Documentarian Charlie Sadoff’s new film Against All Enemies is an absolutely chilling look at one of the most dangerous internal threats this country faces – radicalization of former service men into white nationalist militia groups. Groups like the Three Percenters, the Boogaloo Boys, the Proud Boys, the Oath Keepers and their ilk have been a growing threat for some time, with Attorney General Merrick B. Garland and Homeland Security Secretary Alejandro N. Mayorkas having sounded the alarm about the dangers these fringe groups posed two years. But, as Sadoff lays out, that warning has not been heeded, with the problem slowly growing as a cancer on the American body politic.
The core of Against All Enemies‘s thesis suggests that we are not doing enough to help our veterans after they are discharged from service. Their time in the military fundamentally changes them as people; with time in war zones rewiring their instincts for survival and how they bonded with their fellow soldiers. And it is hard not to argue with it. Military basic training is designed to in some ways tear down a soldier’s individuality and replace it with a sense of esprit de corps.
But once they leave their service, there isn’t any system for adjusting them back to civilian life. These soldiers find themselves adrift in society and alienated from those around them. And that makes them an easy target for recruitment into these quasi-military militia groups, where they find a sense of camaraderie that they felt in the service. Compound this with a social media culture that algorithmically starts to feed these people more and more far right propaganda and we find a situation that could very easily lead to outright violence.
Groups preying on recently discharged military personnel is not a new tactic. Sadoff charts how Ku Klux Klan activity spiked in the post-Civil War, -WWI, and -Vietnam eras, that group’s ranks swelled by veterans of those wars. It comes as no surprise that with the numerous military engagements that the United States has engaged in over the last three decades that we are seeing once again a corresponding rise in the ranks of hate groups.
Sadoff lays out his case for the growing danger that these groups pose clearly and concisely. Northwestern University professor Dr. Kathleen Belew, former soldier Michael Breen, an Iraq and Afghanistan veteran and the president of Human Rights First, and former FBI agent Ali Soufan help sketch out the premise with historical context and personal experience. Sadoff also talks with some former military extremist militia members where the consensus seems to be belief in the Big Lie that Trump actually won the 2020 election and other fully fictional Q-anon theories. This is not a bit of bothsides-erism from the director so much as it is to demonstrate the fact free, alternate reality that these people have been seduced into.
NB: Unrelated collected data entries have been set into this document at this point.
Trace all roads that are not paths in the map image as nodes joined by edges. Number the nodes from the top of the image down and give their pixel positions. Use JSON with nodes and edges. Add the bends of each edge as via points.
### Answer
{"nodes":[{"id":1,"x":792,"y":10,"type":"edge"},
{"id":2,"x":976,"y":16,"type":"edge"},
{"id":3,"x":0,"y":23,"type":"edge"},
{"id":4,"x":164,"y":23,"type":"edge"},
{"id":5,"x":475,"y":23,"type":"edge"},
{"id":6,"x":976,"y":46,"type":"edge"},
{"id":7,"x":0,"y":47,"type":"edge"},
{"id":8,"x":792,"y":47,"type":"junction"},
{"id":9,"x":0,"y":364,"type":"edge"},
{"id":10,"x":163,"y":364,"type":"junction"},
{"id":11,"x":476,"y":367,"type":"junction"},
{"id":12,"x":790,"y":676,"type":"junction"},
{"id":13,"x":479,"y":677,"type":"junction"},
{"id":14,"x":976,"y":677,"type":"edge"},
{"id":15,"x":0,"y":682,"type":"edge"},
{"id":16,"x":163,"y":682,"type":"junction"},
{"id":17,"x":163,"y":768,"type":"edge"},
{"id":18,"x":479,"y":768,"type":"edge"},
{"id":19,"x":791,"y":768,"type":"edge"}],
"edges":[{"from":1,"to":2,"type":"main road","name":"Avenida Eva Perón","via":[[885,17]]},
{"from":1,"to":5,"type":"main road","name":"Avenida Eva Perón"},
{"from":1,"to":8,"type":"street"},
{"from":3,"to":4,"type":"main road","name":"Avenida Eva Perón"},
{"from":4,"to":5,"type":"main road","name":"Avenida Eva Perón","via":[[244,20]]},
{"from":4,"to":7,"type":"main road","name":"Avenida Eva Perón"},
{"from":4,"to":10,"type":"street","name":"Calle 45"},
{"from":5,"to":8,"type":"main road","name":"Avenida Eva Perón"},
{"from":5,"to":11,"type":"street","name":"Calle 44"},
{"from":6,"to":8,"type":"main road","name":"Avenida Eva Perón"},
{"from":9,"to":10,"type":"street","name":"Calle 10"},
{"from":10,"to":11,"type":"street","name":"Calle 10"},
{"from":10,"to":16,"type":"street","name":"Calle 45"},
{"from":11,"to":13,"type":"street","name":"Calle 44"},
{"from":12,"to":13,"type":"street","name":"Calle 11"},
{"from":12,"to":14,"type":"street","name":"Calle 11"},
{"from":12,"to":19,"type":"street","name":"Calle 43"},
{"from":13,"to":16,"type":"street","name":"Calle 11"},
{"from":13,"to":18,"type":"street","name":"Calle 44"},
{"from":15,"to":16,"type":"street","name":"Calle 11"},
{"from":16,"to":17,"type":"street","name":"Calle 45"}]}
At one point, retired Army General Stanley McChrystal sees an alarming outcome if this issue is not addressed; “I think the worst case scenario is probably worse than most of us want to imagine. I could see a civil war.” But what can be done to reverse the course we may be on? A number of those interviewed suggest that a good first step would be for those who are spreading misinformation, election denialism and conspiracy theories to stop, but that does not seem likely. Hopefully, this documentary does serve as a warning that gets heeded and not as an object lesson from which other countries learn not to make the same mistakes we did.